In this Kozhikode home, every material has been chosen to be practical and easy to maintain.

Shereena and her family—husband Shaji Kakkodi, sons Faris and Abir, and mother-in-law Fathima—live on a riverside family property called Ashiyana in Kakkodi village in Kozhikode, a north Kerala district. Shereena runs a design firm called Muhandez in the city, and just over a year ago, she moved into her own home, which she designed and built.

The house was nearing completion just around the time Kerala faced the worst floods in its modern history. Luckily, Kozhikode fared better than other spots in the state and the Poonoor Puzha, or Poonoor river, which flows just below Shereena’s house swelled up threateningly, but didn’t actually breach the border of the property. “Fortunately our house has not become a victim of the flood, the river rose by at least  2.5 metres from its normal height and rushed past the house. It is intimidating to see it like that but we’ve been fortunate that it didn’t come into the yard at all,” she says. Nevertheless, Shereena’s insurance policy to deal with a possible flooding issue is the design and materials used to create the building.

Shereena Anwar treated materials in a way that it stayed true to its raw and natural form. Polished concrete and polished grey limestone dominate the reception room right beside the entrance.


This home for five is laid out extremely simply, an organic flow of spaces marked out concurrently to the way the family and their guests would use each area. Formal areas flank the entrance on either side, while private spaces are towards the back of the house or on the levels above.

The courtyard brings in light and forms a little tropical-plant garden right in the heart of the house. The sliding doors are French-window style, while the floor is cobbled stonework.

The central feature, like in a traditional Keralan home, is the courtyard, only in this case, Shereena encased it within a box of sliding doors in the French window style. “My husband wanted this space to have a water body with ornamental fish, while I preferred a green oasis, and I guess I won,” she says. Indeed.

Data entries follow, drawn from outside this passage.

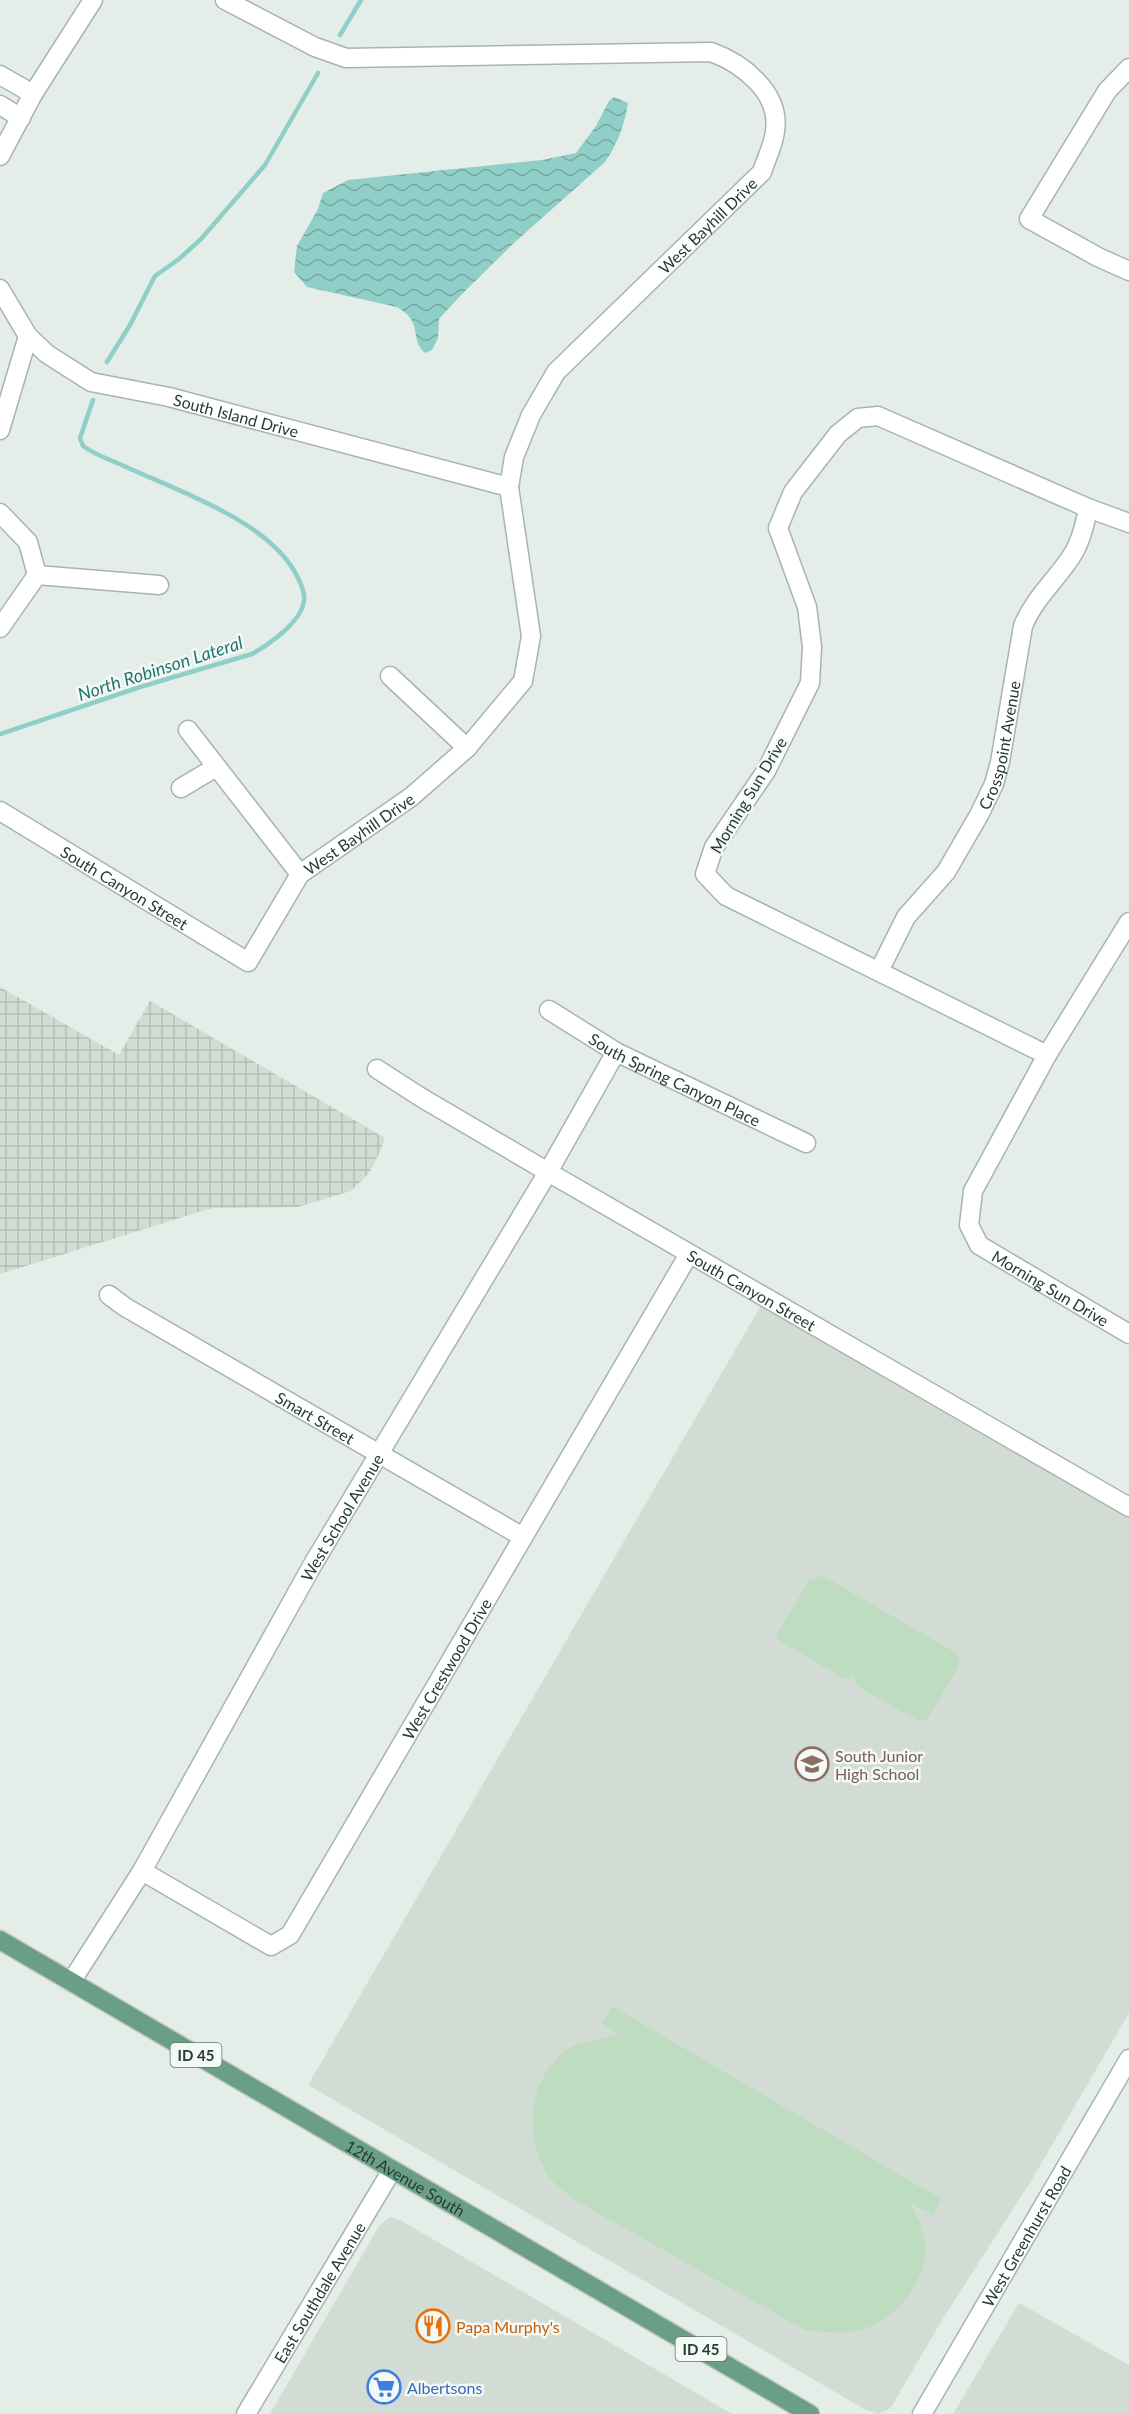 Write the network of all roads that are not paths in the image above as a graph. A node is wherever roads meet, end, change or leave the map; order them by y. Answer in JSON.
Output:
{"nodes":[{"id":1,"x":93,"y":0,"type":"edge"},
{"id":2,"x":225,"y":0,"type":"edge"},
{"id":3,"x":1129,"y":68,"type":"edge"},
{"id":4,"x":0,"y":75,"type":"edge"},
{"id":5,"x":33,"y":94,"type":"junction"},
{"id":6,"x":0,"y":105,"type":"edge"},
{"id":7,"x":21,"y":118,"type":"junction"},
{"id":8,"x":0,"y":156,"type":"edge"},
{"id":9,"x":1129,"y":271,"type":"edge"},
{"id":10,"x":0,"y":289,"type":"edge"},
{"id":11,"x":28,"y":336,"type":"junction"},
{"id":12,"x":0,"y":430,"type":"edge"},
{"id":13,"x":509,"y":487,"type":"junction"},
{"id":14,"x":1088,"y":508,"type":"junction"},
{"id":15,"x":0,"y":513,"type":"edge"},
{"id":16,"x":1129,"y":523,"type":"edge"},
{"id":17,"x":37,"y":575,"type":"junction"},
{"id":18,"x":159,"y":585,"type":"dead end"},
{"id":19,"x":0,"y":628,"type":"edge"},
{"id":20,"x":390,"y":676,"type":"dead end"},
{"id":21,"x":188,"y":730,"type":"dead end"},
{"id":22,"x":466,"y":748,"type":"junction"},
{"id":23,"x":216,"y":767,"type":"junction"},
{"id":24,"x":181,"y":788,"type":"dead end"},
{"id":25,"x":0,"y":811,"type":"edge"},
{"id":26,"x":300,"y":874,"type":"junction"},
{"id":27,"x":1129,"y":921,"type":"edge"},
{"id":28,"x":248,"y":962,"type":"joint"},
{"id":29,"x":879,"y":971,"type":"junction"},
{"id":30,"x":549,"y":1010,"type":"dead end"},
{"id":31,"x":616,"y":1052,"type":"junction"},
{"id":32,"x":1047,"y":1055,"type":"junction"},
{"id":33,"x":377,"y":1069,"type":"dead end"},
{"id":34,"x":806,"y":1143,"type":"dead end"},
{"id":35,"x":548,"y":1172,"type":"junction"},
{"id":36,"x":689,"y":1254,"type":"junction"},
{"id":37,"x":108,"y":1295,"type":"dead end"},
{"id":38,"x":1129,"y":1334,"type":"edge"},
{"id":39,"x":379,"y":1454,"type":"junction"},
{"id":40,"x":1129,"y":1507,"type":"edge"},
{"id":41,"x":523,"y":1537,"type":"junction"},
{"id":42,"x":142,"y":1871,"type":"junction"},
{"id":43,"x":0,"y":1940,"type":"edge"},
{"id":44,"x":71,"y":1982,"type":"junction"},
{"id":45,"x":1129,"y":2059,"type":"edge"},
{"id":46,"x":392,"y":2170,"type":"junction"},
{"id":47,"x":246,"y":2414,"type":"edge"},
{"id":48,"x":810,"y":2414,"type":"edge"},
{"id":49,"x":922,"y":2414,"type":"edge"}],
"edges":[{"from":1,"to":5,"type":"street"},
{"from":2,"to":13,"type":"street","name":"West Bayhill Drive"},
{"from":3,"to":9,"type":"street"},
{"from":4,"to":5,"type":"street"},
{"from":5,"to":7,"type":"street"},
{"from":6,"to":7,"type":"street"},
{"from":7,"to":8,"type":"street"},
{"from":10,"to":11,"type":"street","name":"South Island Drive"},
{"from":11,"to":12,"type":"street"},
{"from":11,"to":13,"type":"street","name":"South Island Drive"},
{"from":13,"to":22,"type":"street","name":"West Bayhill Drive"},
{"from":14,"to":16,"type":"street","name":"Morning Sun Drive"},
{"from":14,"to":29,"type":"street","name":"Crosspoint Avenue"},
{"from":14,"to":29,"type":"street","name":"Morning Sun Drive"},
{"from":15,"to":17,"type":"street"},
{"from":17,"to":18,"type":"street"},
{"from":17,"to":19,"type":"street"},
{"from":20,"to":22,"type":"street"},
{"from":21,"to":23,"type":"street"},
{"from":22,"to":26,"type":"street","name":"West Bayhill Drive"},
{"from":23,"to":24,"type":"street"},
{"from":23,"to":26,"type":"street"},
{"from":25,"to":28,"type":"street","name":"South Canyon Street"},
{"from":26,"to":28,"type":"street","name":"West Bayhill Drive"},
{"from":27,"to":32,"type":"street"},
{"from":29,"to":32,"type":"street","name":"Morning Sun Drive"},
{"from":30,"to":31,"type":"street","name":"South Spring Canyon Place"},
{"from":31,"to":34,"type":"street","name":"South Spring Canyon Place"},
{"from":31,"to":35,"type":"street","name":"West School Avenue"},
{"from":32,"to":38,"type":"street","name":"Morning Sun Drive"},
{"from":33,"to":35,"type":"street","name":"South Canyon Street"},
{"from":35,"to":36,"type":"street","name":"South Canyon Street"},
{"from":35,"to":39,"type":"street","name":"West School Avenue"},
{"from":36,"to":40,"type":"street","name":"South Canyon Street"},
{"from":36,"to":41,"type":"street","name":"West Crestwood Drive"},
{"from":37,"to":39,"type":"street","name":"Smart Street"},
{"from":39,"to":41,"type":"street","name":"Smart Street"},
{"from":39,"to":42,"type":"street","name":"West School Avenue"},
{"from":41,"to":42,"type":"street","name":"West Crestwood Drive"},
{"from":42,"to":44,"type":"street","name":"West School Avenue"},
{"from":43,"to":44,"type":"main road","name":"12th Avenue South","number":"ID 45"},
{"from":44,"to":46,"type":"main road","name":"12th Avenue South","number":"ID 45"},
{"from":45,"to":49,"type":"street","name":"West Greenhurst Road"},
{"from":46,"to":47,"type":"street","name":"East Southdale Avenue"},
{"from":46,"to":48,"type":"main road","name":"12th Avenue South","number":"ID 45"}]}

The courtyard is much smaller in scale than usual, keeping within the scale of this home; it has a selection of tropical plants, bordered by cobbled stones, where wait two chairs and a table, perfectly poised for folks to get a morning dose of Vitamin D, right in the centre of the home. “The courtyard made the made the experience of the monsoon very beautiful,” she says. 

A long-jump out of the courtyard and you’re in the open kitchen, which is where the members of the household congregate at most times of the day. Next door to the kitchen and set into the wall, an elevator, chiefly meant for Fathima and older family members, goes up to the family room, master bedroom and kids’ rooms, all facing the river on one side, and opening out to a terrace pool on the other. One more floor up and two attic rooms, one for guests and the other for the boys to mess about it in with their drums and playthings, and you’re done.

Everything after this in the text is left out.